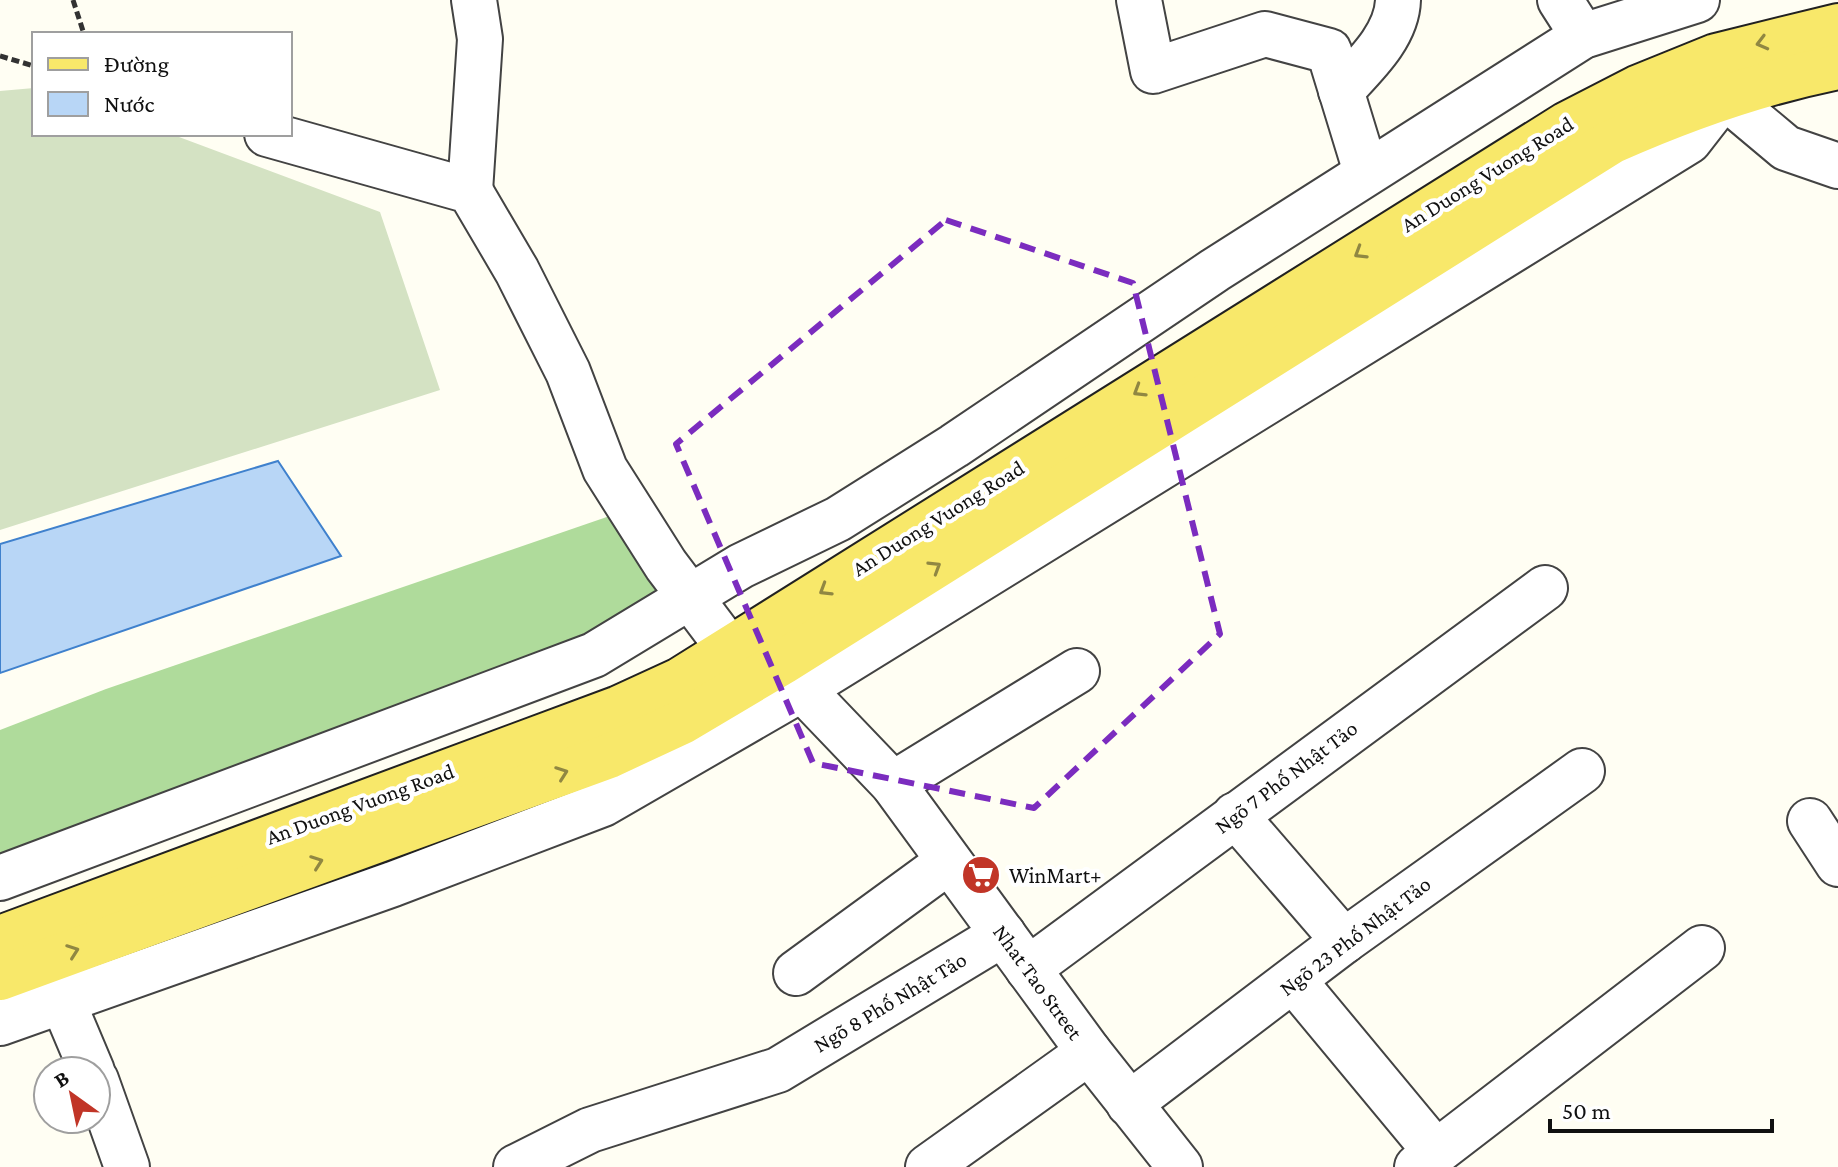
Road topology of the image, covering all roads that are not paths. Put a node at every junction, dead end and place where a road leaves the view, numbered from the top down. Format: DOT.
graph roads {
  1 [pos="474,0"];
  2 [pos="1139,0"];
  3 [pos="1398,0"];
  4 [pos="1697,0"];
  5 [pos="1268,17"];
  6 [pos="1571,18"];
  7 [pos="1838,26"];
  8 [pos="1838,67"];
  9 [pos="1341,91"];
  10 [pos="1724,96"];
  11 [pos="274,136"];
  12 [pos="1838,166"];
  13 [pos="1366,172"];
  14 [pos="470,191"];
  15 [pos="1545,588"];
  16 [pos="689,596"];
  17 [pos="730,650"];
  18 [pos="1077,671"];
  19 [pos="793,676"];
  20 [pos="1582,771"];
  21 [pos="893,784"];
  22 [pos="1235,815"];
  23 [pos="1810,821"];
  24 [pos="948,862"];
  25 [pos="1838,864"];
  26 [pos="0,878"];
  27 [pos="1003,934"];
  28 [pos="0,938"];
  29 [pos="1344,941"];
  30 [pos="1702,948"];
  31 [pos="1028,969"];
  32 [pos="796,973"];
  33 [pos="0,978"];
  34 [pos="1294,981"];
  35 [pos="62,1000"];
  36 [pos="0,1023"];
  37 [pos="1089,1052"];
  38 [pos="85,1055"];
  39 [pos="1129,1104"];
  40 [pos="112,1125"];
  41 [pos="1427,1160"];
  42 [pos="127,1167"];
  43 [pos="516,1167"];
  44 [pos="928,1167"];
  45 [pos="1180,1167"];
  1 -- 14 [label="street"];
  2 -- 5 [label="street"];
  3 -- 9 [label="street"];
  4 -- 6 [label="street"];
  5 -- 9 [label="street"];
  6 -- 13 [label="street"];
  7 -- 17 [label="main road, An Duong Vuong Road, one-way"];
  8 -- 10 [label="main road, An Duong Vuong Road"];
  9 -- 13 [label="street"];
  10 -- 12 [label="street"];
  10 -- 19 [label="main road, An Duong Vuong Road"];
  11 -- 14 [label="street"];
  13 -- 16 [label="street"];
  14 -- 16 [label="street"];
  15 -- 22 [label="street, Ngõ 7 Phố Nhật Tảo"];
  16 -- 17 [label="street"];
  16 -- 26 [label="street"];
  17 -- 28 [label="main road, An Duong Vuong Road"];
  18 -- 21 [label="street"];
  19 -- 21 [label="street, Nhat Tao Street"];
  33 -- 19 [label="main road, An Duong Vuong Road, one-way"];
  19 -- 35 [label="street, An Duong Vuong Road"];
  20 -- 29 [label="street, Ngõ 23 Phố Nhật Tảo"];
  21 -- 24 [label="street, Nhat Tao Street"];
  22 -- 29 [label="street"];
  22 -- 31 [label="street, Ngõ 7 Phố Nhật Tảo"];
  23 -- 25 [label="street"];
  24 -- 27 [label="street, Nhat Tao Street"];
  24 -- 32 [label="street"];
  27 -- 31 [label="street, Nhat Tao Street"];
  27 -- 43 [label="street, Ngõ 8 Phố Nhật Tảo"];
  29 -- 34 [label="street, Ngõ 23 Phố Nhật Tảo"];
  30 -- 41 [label="street"];
  31 -- 37 [label="street, Nhat Tao Street"];
  34 -- 39 [label="street, Ngõ 23 Phố Nhật Tảo"];
  34 -- 41 [label="street"];
  35 -- 36 [label="street, An Duong Vuong Road"];
  35 -- 38 [label="street"];
  37 -- 39 [label="street, Nhat Tao Street"];
  37 -- 44 [label="street"];
  39 -- 45 [label="street, Nhat Tao Street"];
  40 -- 42 [label="street"];
}
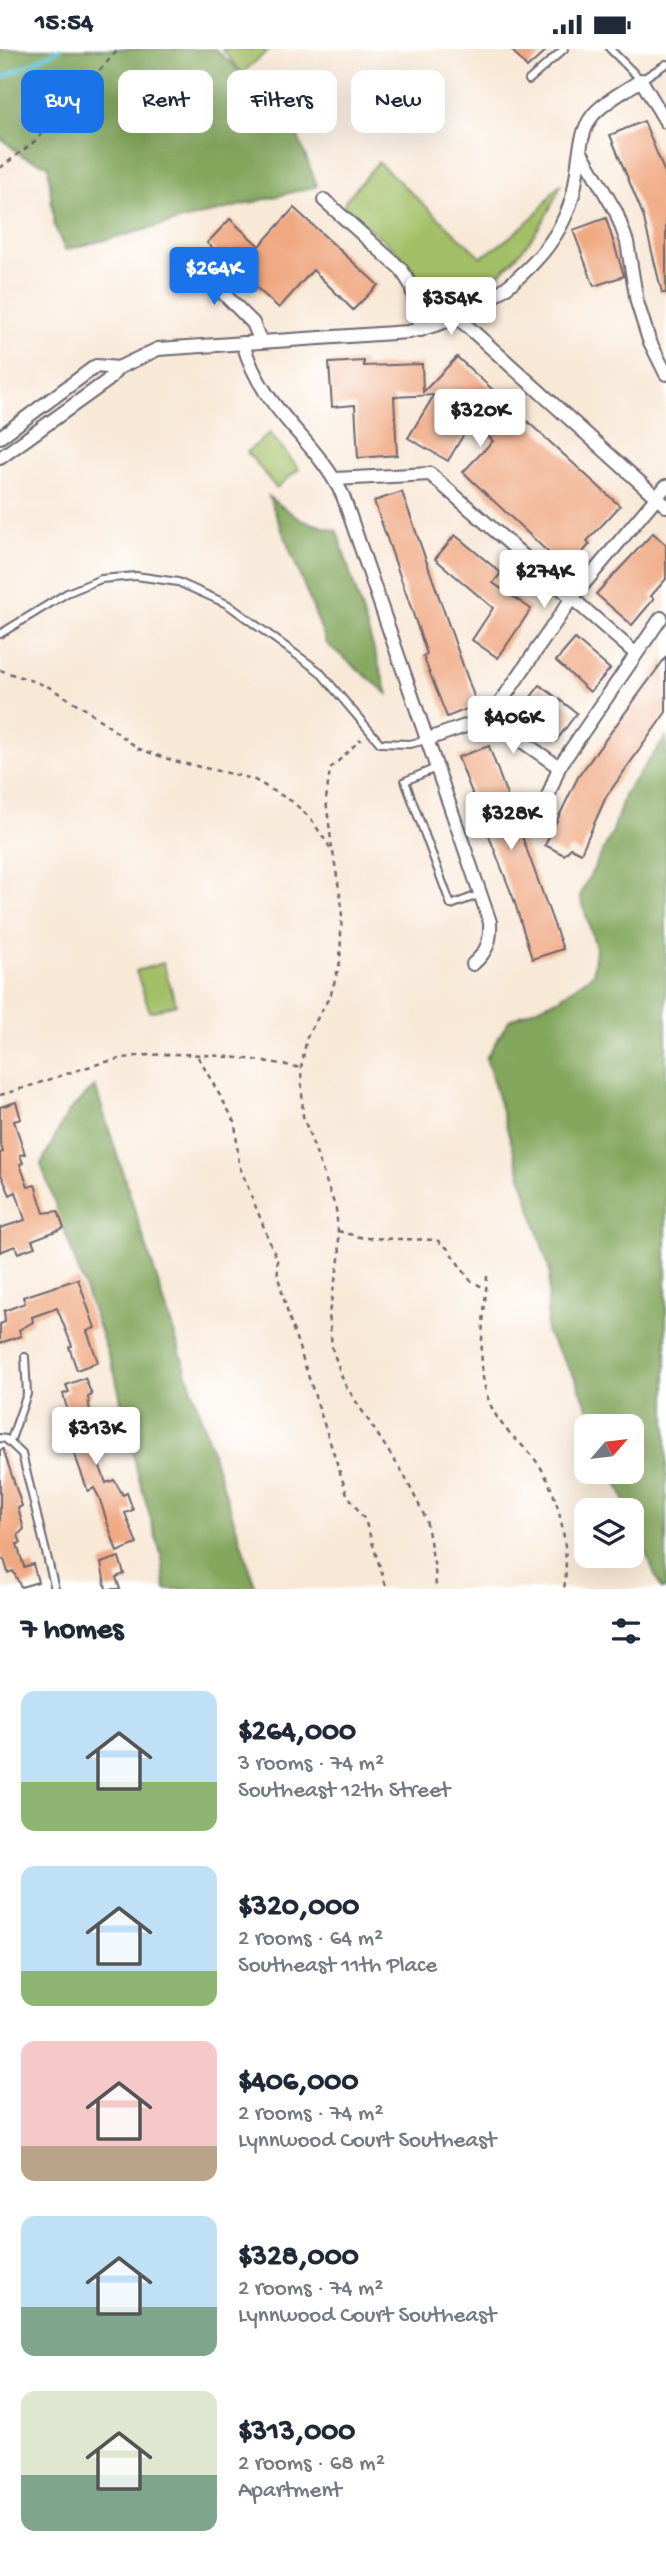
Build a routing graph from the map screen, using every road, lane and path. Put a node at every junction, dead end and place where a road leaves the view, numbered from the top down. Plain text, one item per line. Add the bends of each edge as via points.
1 (119, 49) edge
2 (564, 49) edge
3 (610, 49) edge
4 (666, 64) edge
5 (529, 80) dead end
6 (641, 80) junction
7 (666, 122) edge
8 (581, 152) junction
9 (0, 168) edge
10 (324, 201) dead end
11 (189, 259) dead end
12 (456, 316) junction
13 (421, 330) junction
14 (261, 342) junction
15 (243, 343) junction
16 (118, 367) junction
17 (666, 374) edge
18 (0, 437) edge
19 (0, 459) edge
20 (335, 479) junction
21 (666, 486) edge
22 (661, 502) edge
23 (572, 599) junction
24 (661, 618) dead end
25 (0, 634) edge
26 (636, 654) junction
27 (0, 670) edge
28 (487, 717) junction
29 (368, 732) junction
30 (428, 739) junction
31 (438, 767) junction
32 (559, 767) junction
33 (539, 821) dead end
34 (333, 852) junction
35 (481, 894) junction
36 (473, 964) dead end
37 (198, 1057) junction
38 (301, 1068) junction
39 (0, 1095) edge
40 (338, 1231) junction
41 (487, 1276) dead end
42 (486, 1289) junction
43 (25, 1357) dead end
44 (0, 1438) edge
45 (10, 1442) junction
46 (55, 1589) edge
47 (387, 1589) edge
48 (436, 1589) edge
49 (564, 1589) edge

1 - 9 path via 34,142
2 - 5 lane
3 - 6 lane
4 - 6 lane
6 - 7 street
6 - 8 street via 592,116
8 - 12 street via 572,199 546,249 499,292
8 - 17 street via 616,212 627,242 637,302
10 - 13 street via 401,269 411,285
11 - 14 street via 253,323
12 - 13 street
12 - 22 street
13 - 14 street
14 - 15 street
15 - 16 street via 158,349
15 - 20 street via 251,371 265,394
16 - 18 street via 96,366
16 - 19 street via 107,381
20 - 23 street via 430,474
20 - 30 street
21 - 22 street
22 - 23 street
23 - 26 street
23 - 28 street
24 - 26 street
25 - 29 lane via 67,593 101,579 136,576 178,582 227,604 319,671
26 - 32 street
27 - 34 path via 47,686 87,709 139,749 253,779 311,819
28 - 30 street
28 - 32 street
29 - 30 lane via 380,743
29 - 34 path via 330,769 326,800
30 - 31 street
31 - 35 street
31 - 35 lane via 405,781 451,905
32 - 33 street
34 - 38 path via 342,907 340,962 331,994 307,1037
35 - 36 street via 491,922 491,938 484,955
37 - 38 path via 260,1059
37 - 39 path via 123,1058
37 - 47 path via 235,1122 239,1165 278,1260 288,1314 347,1494 365,1520
38 - 40 path via 303,1116 336,1209
40 - 42 path via 364,1238 437,1240 470,1280
40 - 48 path via 340,1254 329,1313 332,1349 344,1383 404,1475 426,1519
41 - 42 path
42 - 49 path via 483,1351 489,1399 505,1428 541,1467 555,1499
43 - 45 lane via 27,1394
44 - 45 lane
45 - 46 lane via 22,1454

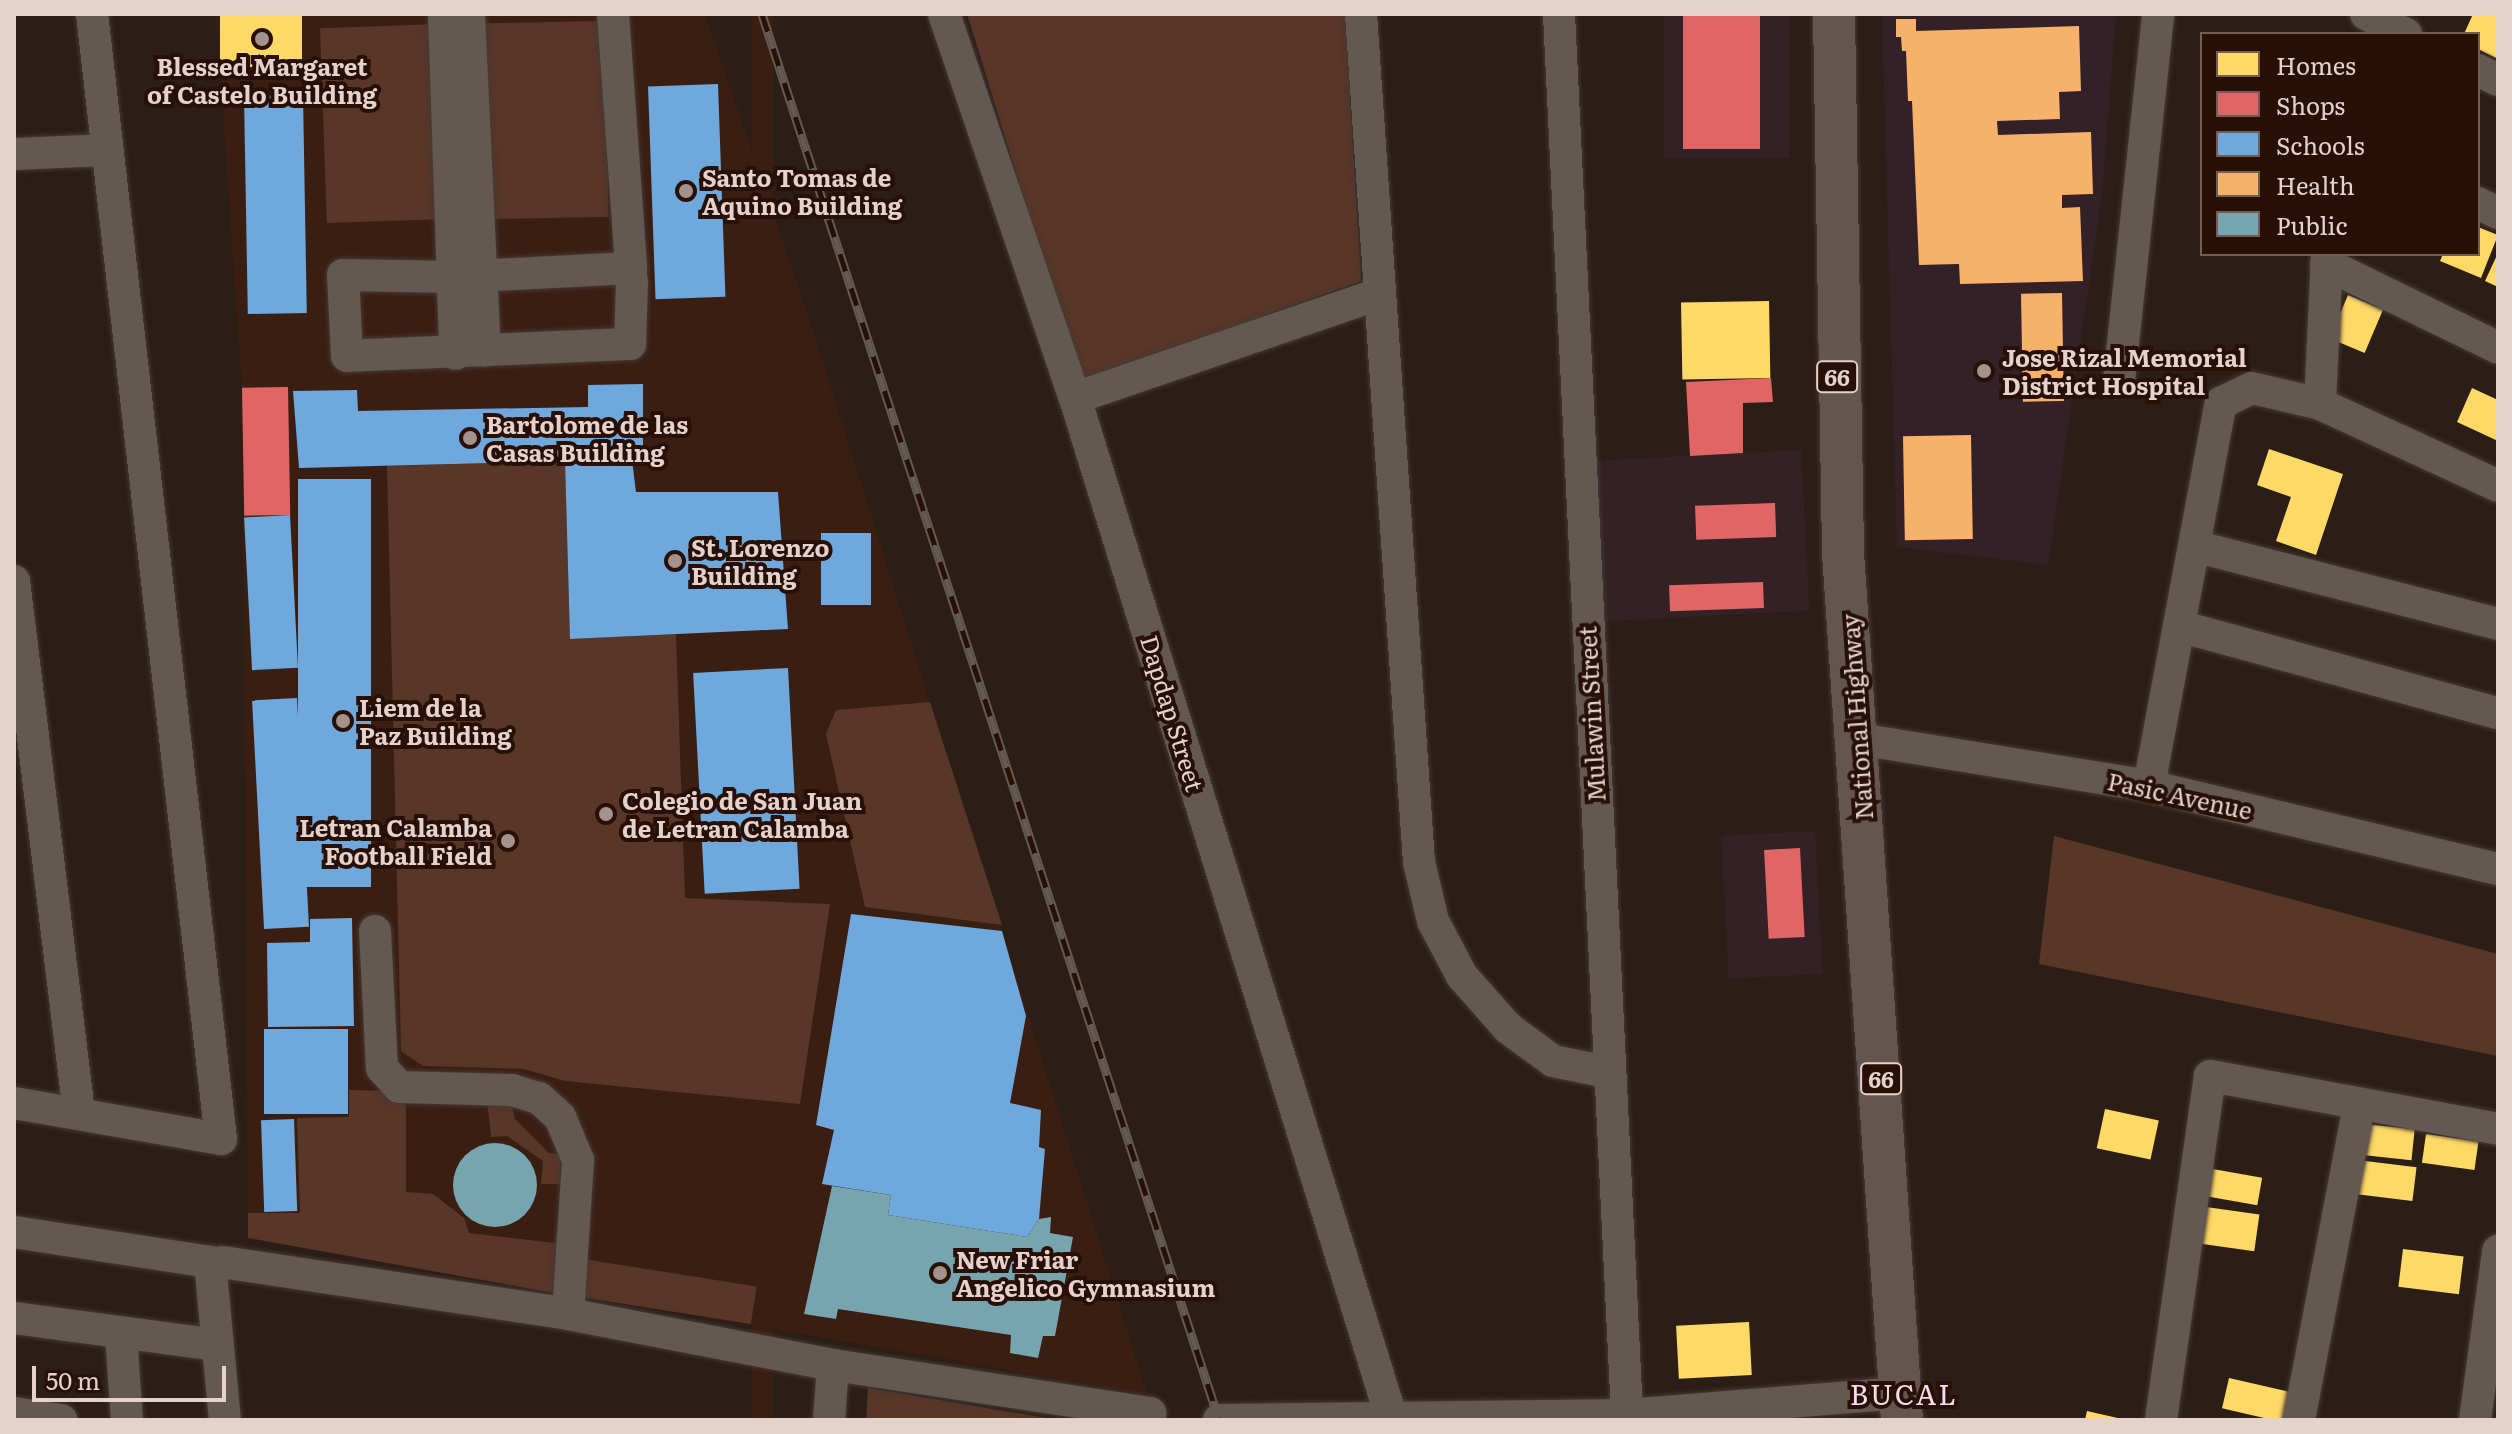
= = = = = = =
Exercise requirements: Pick out and copy the lines of the entries that hold the string "view".

Response area:
Road topology of the image, covering all roads that are not paths. Put a node at every junction, dead end and place where a road leaves the view, numbered from the top down. Format: DOT.
Build a routing graph from the map screen, using every road, lane and path. Put a node at every junction, dead end and place where a road leaves the view, numbered from the top down. Plain text, one item per line. Add the bends of each edge as via points.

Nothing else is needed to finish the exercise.